◆ **EXERCISE**: Retype every record below exactly as it appears.

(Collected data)
§

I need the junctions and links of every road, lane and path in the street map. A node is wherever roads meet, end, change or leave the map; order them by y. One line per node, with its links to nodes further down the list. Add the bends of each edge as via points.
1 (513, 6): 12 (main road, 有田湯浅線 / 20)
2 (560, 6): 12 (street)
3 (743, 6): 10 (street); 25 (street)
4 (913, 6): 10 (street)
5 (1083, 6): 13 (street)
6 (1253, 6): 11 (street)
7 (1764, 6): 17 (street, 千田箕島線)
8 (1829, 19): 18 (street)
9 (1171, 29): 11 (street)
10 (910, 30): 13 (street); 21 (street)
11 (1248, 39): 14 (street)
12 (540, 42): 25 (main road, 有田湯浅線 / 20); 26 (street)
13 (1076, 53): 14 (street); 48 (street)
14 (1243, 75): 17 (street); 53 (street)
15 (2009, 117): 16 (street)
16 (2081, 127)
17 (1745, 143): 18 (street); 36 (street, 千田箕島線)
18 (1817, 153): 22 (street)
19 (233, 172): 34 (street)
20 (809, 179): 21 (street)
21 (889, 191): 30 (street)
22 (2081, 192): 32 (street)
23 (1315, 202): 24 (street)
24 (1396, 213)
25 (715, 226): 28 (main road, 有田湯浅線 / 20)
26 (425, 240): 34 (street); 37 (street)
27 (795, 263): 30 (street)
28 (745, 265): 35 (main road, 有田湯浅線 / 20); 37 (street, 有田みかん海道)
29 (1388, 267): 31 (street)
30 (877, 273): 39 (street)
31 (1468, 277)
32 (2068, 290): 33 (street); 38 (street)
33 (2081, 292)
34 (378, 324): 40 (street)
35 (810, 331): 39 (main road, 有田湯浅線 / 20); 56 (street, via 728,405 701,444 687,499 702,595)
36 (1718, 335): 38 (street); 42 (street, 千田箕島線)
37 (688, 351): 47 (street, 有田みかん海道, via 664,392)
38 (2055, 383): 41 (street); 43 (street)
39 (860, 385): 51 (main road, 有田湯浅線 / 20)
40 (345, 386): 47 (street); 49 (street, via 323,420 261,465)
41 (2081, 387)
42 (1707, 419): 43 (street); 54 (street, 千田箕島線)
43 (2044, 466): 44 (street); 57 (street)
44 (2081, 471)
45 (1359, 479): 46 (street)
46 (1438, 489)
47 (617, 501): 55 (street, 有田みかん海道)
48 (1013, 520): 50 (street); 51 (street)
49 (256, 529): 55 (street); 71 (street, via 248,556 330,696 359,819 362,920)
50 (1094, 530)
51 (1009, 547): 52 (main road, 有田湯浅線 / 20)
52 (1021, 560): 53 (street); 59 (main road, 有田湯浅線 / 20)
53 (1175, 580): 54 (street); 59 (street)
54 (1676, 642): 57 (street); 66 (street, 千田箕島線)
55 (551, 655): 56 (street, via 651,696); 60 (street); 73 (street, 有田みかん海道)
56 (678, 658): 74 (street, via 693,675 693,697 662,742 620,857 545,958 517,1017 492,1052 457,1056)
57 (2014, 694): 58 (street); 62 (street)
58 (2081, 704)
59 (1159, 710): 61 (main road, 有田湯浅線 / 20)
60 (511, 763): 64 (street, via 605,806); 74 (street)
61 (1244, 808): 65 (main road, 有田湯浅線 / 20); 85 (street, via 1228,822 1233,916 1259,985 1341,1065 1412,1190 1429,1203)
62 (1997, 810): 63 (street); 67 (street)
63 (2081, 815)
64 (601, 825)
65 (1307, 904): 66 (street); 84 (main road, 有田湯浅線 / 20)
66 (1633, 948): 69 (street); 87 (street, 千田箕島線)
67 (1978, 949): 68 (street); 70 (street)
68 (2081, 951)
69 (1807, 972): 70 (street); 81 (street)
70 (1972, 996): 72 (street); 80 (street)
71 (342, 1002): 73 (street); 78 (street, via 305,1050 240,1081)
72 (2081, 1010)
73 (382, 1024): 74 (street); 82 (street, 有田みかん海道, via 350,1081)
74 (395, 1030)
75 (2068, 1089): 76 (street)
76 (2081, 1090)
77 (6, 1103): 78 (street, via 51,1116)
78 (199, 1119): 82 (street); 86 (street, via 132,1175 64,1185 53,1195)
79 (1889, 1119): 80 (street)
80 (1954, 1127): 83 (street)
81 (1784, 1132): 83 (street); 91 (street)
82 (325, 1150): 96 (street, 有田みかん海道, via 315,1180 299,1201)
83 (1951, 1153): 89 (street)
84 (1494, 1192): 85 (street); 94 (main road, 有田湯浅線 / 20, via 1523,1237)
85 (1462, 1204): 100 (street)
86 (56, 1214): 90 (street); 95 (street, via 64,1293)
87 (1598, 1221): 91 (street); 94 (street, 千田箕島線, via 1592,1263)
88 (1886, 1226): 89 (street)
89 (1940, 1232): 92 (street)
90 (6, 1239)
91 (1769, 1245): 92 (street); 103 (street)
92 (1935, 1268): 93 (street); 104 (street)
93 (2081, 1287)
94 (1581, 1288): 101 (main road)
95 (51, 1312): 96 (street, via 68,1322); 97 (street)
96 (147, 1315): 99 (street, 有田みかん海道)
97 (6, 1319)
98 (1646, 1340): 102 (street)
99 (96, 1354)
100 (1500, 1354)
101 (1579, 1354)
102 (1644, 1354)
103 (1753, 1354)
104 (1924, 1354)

§

◆ **SOLUTION TO THE PROBLEM**:
I need the junctions and links of every road, lane and path in the street map. A node is wherever roads meet, end, change or leave the map; order them by y. One line per node, with its links to nodes further down the list. Add the bends of each edge as via points.
1 (513, 6): 12 (main road, 有田湯浅線 / 20)
2 (560, 6): 12 (street)
3 (743, 6): 10 (street); 25 (street)
4 (913, 6): 10 (street)
5 (1083, 6): 13 (street)
6 (1253, 6): 11 (street)
7 (1764, 6): 17 (street, 千田箕島線)
8 (1829, 19): 18 (street)
9 (1171, 29): 11 (street)
10 (910, 30): 13 (street); 21 (street)
11 (1248, 39): 14 (street)
12 (540, 42): 25 (main road, 有田湯浅線 / 20); 26 (street)
13 (1076, 53): 14 (street); 48 (street)
14 (1243, 75): 17 (street); 53 (street)
15 (2009, 117): 16 (street)
16 (2081, 127)
17 (1745, 143): 18 (street); 36 (street, 千田箕島線)
18 (1817, 153): 22 (street)
19 (233, 172): 34 (street)
20 (809, 179): 21 (street)
21 (889, 191): 30 (street)
22 (2081, 192): 32 (street)
23 (1315, 202): 24 (street)
24 (1396, 213)
25 (715, 226): 28 (main road, 有田湯浅線 / 20)
26 (425, 240): 34 (street); 37 (street)
27 (795, 263): 30 (street)
28 (745, 265): 35 (main road, 有田湯浅線 / 20); 37 (street, 有田みかん海道)
29 (1388, 267): 31 (street)
30 (877, 273): 39 (street)
31 (1468, 277)
32 (2068, 290): 33 (street); 38 (street)
33 (2081, 292)
34 (378, 324): 40 (street)
35 (810, 331): 39 (main road, 有田湯浅線 / 20); 56 (street, via 728,405 701,444 687,499 702,595)
36 (1718, 335): 38 (street); 42 (street, 千田箕島線)
37 (688, 351): 47 (street, 有田みかん海道, via 664,392)
38 (2055, 383): 41 (street); 43 (street)
39 (860, 385): 51 (main road, 有田湯浅線 / 20)
40 (345, 386): 47 (street); 49 (street, via 323,420 261,465)
41 (2081, 387)
42 (1707, 419): 43 (street); 54 (street, 千田箕島線)
43 (2044, 466): 44 (street); 57 (street)
44 (2081, 471)
45 (1359, 479): 46 (street)
46 (1438, 489)
47 (617, 501): 55 (street, 有田みかん海道)
48 (1013, 520): 50 (street); 51 (street)
49 (256, 529): 55 (street); 71 (street, via 248,556 330,696 359,819 362,920)
50 (1094, 530)
51 (1009, 547): 52 (main road, 有田湯浅線 / 20)
52 (1021, 560): 53 (street); 59 (main road, 有田湯浅線 / 20)
53 (1175, 580): 54 (street); 59 (street)
54 (1676, 642): 57 (street); 66 (street, 千田箕島線)
55 (551, 655): 56 (street, via 651,696); 60 (street); 73 (street, 有田みかん海道)
56 (678, 658): 74 (street, via 693,675 693,697 662,742 620,857 545,958 517,1017 492,1052 457,1056)
57 (2014, 694): 58 (street); 62 (street)
58 (2081, 704)
59 (1159, 710): 61 (main road, 有田湯浅線 / 20)
60 (511, 763): 64 (street, via 605,806); 74 (street)
61 (1244, 808): 65 (main road, 有田湯浅線 / 20); 85 (street, via 1228,822 1233,916 1259,985 1341,1065 1412,1190 1429,1203)
62 (1997, 810): 63 (street); 67 (street)
63 (2081, 815)
64 (601, 825)
65 (1307, 904): 66 (street); 84 (main road, 有田湯浅線 / 20)
66 (1633, 948): 69 (street); 87 (street, 千田箕島線)
67 (1978, 949): 68 (street); 70 (street)
68 (2081, 951)
69 (1807, 972): 70 (street); 81 (street)
70 (1972, 996): 72 (street); 80 (street)
71 (342, 1002): 73 (street); 78 (street, via 305,1050 240,1081)
72 (2081, 1010)
73 (382, 1024): 74 (street); 82 (street, 有田みかん海道, via 350,1081)
74 (395, 1030)
75 (2068, 1089): 76 (street)
76 (2081, 1090)
77 (6, 1103): 78 (street, via 51,1116)
78 (199, 1119): 82 (street); 86 (street, via 132,1175 64,1185 53,1195)
79 (1889, 1119): 80 (street)
80 (1954, 1127): 83 (street)
81 (1784, 1132): 83 (street); 91 (street)
82 (325, 1150): 96 (street, 有田みかん海道, via 315,1180 299,1201)
83 (1951, 1153): 89 (street)
84 (1494, 1192): 85 (street); 94 (main road, 有田湯浅線 / 20, via 1523,1237)
85 (1462, 1204): 100 (street)
86 (56, 1214): 90 (street); 95 (street, via 64,1293)
87 (1598, 1221): 91 (street); 94 (street, 千田箕島線, via 1592,1263)
88 (1886, 1226): 89 (street)
89 (1940, 1232): 92 (street)
90 (6, 1239)
91 (1769, 1245): 92 (street); 103 (street)
92 (1935, 1268): 93 (street); 104 (street)
93 (2081, 1287)
94 (1581, 1288): 101 (main road)
95 (51, 1312): 96 (street, via 68,1322); 97 (street)
96 (147, 1315): 99 (street, 有田みかん海道)
97 (6, 1319)
98 (1646, 1340): 102 (street)
99 (96, 1354)
100 (1500, 1354)
101 (1579, 1354)
102 (1644, 1354)
103 (1753, 1354)
104 (1924, 1354)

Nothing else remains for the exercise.